Your objective:
Once every line in the data below has been checked for "paths", give the number of lines that hold it, and only that.

*** Block opens ***

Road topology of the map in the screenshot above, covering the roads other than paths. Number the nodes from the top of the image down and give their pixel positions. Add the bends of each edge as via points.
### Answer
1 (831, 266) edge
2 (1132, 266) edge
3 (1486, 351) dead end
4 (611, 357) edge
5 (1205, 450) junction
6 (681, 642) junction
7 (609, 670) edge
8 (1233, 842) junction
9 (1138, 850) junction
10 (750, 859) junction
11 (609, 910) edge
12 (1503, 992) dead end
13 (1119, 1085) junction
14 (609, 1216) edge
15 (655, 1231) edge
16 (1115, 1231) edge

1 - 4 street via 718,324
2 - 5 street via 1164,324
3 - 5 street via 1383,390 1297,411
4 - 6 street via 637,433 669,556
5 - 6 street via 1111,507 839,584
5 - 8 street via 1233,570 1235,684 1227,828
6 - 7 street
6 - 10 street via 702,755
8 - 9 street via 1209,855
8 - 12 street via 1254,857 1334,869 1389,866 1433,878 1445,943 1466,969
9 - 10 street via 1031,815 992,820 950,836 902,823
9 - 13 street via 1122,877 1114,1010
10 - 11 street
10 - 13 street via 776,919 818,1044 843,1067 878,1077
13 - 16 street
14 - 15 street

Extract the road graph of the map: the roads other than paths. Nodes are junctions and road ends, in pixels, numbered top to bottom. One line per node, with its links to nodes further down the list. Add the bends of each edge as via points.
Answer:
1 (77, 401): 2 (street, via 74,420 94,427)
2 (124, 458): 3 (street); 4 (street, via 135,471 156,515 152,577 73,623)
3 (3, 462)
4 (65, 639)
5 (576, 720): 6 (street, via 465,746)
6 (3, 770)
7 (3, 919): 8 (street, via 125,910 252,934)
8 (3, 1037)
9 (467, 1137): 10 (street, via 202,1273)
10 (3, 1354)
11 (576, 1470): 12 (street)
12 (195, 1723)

*** Block closes ***

Response for this exercise:
2